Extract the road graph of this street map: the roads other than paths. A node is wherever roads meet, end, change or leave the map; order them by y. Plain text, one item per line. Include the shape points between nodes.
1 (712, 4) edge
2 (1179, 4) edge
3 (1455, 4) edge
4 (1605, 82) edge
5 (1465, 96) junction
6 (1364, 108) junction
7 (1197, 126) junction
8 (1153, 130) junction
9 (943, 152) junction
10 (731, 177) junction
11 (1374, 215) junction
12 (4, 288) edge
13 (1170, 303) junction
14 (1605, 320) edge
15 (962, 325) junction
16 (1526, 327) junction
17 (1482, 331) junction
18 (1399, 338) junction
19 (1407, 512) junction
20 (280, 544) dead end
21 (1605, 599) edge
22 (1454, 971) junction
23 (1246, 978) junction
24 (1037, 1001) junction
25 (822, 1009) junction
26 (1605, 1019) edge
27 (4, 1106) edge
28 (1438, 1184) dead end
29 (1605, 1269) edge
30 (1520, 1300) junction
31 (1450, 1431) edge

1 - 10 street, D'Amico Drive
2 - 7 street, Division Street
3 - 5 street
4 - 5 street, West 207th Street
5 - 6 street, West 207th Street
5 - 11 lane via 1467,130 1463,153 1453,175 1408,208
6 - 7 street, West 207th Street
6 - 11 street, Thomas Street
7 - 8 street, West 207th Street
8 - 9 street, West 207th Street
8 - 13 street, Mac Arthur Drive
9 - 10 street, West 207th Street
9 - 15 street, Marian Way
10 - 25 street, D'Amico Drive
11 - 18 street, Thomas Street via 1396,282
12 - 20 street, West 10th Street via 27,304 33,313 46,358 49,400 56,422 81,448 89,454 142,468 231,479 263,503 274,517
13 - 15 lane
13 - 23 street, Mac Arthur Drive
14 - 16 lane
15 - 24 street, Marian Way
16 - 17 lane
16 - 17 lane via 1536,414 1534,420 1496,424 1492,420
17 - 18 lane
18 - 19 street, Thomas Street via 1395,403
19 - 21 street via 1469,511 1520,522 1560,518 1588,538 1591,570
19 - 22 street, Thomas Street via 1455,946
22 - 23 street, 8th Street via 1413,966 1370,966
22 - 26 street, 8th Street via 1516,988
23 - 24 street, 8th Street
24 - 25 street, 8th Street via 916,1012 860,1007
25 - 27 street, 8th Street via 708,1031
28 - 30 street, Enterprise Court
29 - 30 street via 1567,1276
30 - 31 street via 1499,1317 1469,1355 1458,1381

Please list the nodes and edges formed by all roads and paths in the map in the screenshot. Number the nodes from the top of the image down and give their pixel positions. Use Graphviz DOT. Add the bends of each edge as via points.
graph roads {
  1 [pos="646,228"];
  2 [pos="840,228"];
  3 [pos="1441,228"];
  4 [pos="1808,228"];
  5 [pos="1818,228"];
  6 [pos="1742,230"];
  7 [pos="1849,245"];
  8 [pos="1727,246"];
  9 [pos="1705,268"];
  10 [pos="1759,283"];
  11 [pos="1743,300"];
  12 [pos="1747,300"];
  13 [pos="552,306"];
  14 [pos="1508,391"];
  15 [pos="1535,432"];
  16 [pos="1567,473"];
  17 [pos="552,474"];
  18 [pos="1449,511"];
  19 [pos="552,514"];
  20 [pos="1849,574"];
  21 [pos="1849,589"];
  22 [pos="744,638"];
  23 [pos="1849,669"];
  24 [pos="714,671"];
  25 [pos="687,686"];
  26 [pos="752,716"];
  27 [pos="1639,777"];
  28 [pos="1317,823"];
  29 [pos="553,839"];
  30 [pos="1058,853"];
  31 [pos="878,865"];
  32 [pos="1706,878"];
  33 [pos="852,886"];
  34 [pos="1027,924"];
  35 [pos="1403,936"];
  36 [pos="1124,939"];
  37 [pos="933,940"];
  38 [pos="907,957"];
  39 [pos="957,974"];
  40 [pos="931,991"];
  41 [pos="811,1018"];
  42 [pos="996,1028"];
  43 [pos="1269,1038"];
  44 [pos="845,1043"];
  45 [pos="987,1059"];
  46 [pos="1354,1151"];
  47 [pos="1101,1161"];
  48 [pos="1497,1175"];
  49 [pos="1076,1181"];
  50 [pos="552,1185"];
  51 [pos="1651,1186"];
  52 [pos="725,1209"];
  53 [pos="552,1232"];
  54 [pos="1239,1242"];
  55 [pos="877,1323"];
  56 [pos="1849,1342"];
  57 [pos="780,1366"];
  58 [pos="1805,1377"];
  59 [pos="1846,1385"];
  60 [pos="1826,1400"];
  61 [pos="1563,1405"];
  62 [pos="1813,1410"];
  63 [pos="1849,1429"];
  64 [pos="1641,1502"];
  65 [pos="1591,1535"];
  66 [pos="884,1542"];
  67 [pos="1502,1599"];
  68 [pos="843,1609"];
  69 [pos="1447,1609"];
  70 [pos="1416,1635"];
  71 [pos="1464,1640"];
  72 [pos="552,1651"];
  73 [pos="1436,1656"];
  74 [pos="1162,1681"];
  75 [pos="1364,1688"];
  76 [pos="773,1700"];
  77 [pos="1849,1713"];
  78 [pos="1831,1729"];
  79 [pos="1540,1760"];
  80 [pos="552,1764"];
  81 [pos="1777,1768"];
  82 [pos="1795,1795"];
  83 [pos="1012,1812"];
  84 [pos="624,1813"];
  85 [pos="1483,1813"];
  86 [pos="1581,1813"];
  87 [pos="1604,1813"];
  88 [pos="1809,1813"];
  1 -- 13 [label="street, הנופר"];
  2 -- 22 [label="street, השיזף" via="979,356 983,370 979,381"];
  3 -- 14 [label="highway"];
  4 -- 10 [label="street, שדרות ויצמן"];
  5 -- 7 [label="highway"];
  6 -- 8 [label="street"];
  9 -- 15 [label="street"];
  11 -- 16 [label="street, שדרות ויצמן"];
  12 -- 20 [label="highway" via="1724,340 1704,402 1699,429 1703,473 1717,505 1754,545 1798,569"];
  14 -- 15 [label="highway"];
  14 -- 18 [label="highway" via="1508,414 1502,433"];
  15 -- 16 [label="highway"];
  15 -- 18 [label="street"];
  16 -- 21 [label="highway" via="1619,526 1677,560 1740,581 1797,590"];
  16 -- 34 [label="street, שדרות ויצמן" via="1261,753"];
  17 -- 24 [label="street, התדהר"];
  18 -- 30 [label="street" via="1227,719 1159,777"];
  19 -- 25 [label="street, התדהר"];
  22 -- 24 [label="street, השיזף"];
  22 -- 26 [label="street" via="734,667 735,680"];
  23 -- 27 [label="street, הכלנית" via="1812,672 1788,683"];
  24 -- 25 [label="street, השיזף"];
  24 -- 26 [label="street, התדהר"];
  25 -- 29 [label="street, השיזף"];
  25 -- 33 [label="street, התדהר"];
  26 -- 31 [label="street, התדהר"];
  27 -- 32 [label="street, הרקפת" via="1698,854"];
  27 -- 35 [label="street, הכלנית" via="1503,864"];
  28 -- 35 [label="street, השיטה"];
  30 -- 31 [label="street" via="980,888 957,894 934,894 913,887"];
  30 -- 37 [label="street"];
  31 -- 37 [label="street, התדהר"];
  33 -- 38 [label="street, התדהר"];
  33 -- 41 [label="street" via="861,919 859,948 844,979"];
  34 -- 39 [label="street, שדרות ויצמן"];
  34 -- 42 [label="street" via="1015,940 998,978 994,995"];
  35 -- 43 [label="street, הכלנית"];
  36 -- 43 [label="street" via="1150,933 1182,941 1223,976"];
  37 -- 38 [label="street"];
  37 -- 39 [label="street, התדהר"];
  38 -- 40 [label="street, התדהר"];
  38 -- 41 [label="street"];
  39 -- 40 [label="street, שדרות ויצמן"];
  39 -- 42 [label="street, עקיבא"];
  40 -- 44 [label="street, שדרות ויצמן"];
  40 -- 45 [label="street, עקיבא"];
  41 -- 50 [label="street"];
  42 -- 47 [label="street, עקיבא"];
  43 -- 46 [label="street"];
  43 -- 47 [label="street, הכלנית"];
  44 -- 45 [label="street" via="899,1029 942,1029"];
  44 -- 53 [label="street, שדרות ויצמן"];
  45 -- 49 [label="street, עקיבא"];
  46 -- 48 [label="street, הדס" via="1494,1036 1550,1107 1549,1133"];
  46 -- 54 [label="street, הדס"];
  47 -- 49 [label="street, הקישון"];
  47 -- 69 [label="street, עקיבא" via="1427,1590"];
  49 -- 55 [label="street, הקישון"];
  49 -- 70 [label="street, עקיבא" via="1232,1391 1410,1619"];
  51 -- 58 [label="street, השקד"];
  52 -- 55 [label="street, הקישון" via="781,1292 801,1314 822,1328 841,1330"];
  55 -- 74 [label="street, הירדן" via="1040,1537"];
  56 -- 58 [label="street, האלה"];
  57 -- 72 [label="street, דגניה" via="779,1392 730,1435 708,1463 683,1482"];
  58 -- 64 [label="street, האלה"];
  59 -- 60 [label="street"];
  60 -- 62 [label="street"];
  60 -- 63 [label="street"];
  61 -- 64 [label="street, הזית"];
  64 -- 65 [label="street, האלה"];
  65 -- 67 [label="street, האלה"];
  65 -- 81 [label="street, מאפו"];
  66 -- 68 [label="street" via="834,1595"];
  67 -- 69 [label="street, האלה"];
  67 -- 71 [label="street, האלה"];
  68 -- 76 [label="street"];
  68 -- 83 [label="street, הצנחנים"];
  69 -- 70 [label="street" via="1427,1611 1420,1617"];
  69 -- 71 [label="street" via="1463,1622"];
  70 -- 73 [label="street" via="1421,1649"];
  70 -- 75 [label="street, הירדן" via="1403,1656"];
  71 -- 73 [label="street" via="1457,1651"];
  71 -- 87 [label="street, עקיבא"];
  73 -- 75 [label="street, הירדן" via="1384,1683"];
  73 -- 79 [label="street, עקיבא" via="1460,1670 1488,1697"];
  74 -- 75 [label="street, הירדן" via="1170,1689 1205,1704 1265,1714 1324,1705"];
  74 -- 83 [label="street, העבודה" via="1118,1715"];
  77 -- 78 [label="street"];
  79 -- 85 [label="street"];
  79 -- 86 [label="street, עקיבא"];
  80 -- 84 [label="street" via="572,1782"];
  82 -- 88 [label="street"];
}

• _EXERCISE DETAILS_
In the listing, find every line with the word "West" and return it.

• _WRITTEN SOLUTION_
4 - 5 street, West 207th Street
5 - 6 street, West 207th Street
6 - 7 street, West 207th Street
7 - 8 street, West 207th Street
8 - 9 street, West 207th Street
9 - 10 street, West 207th Street
12 - 20 street, West 10th Street via 27,304 33,313 46,358 49,400 56,422 81,448 89,454 142,468 231,479 263,503 274,517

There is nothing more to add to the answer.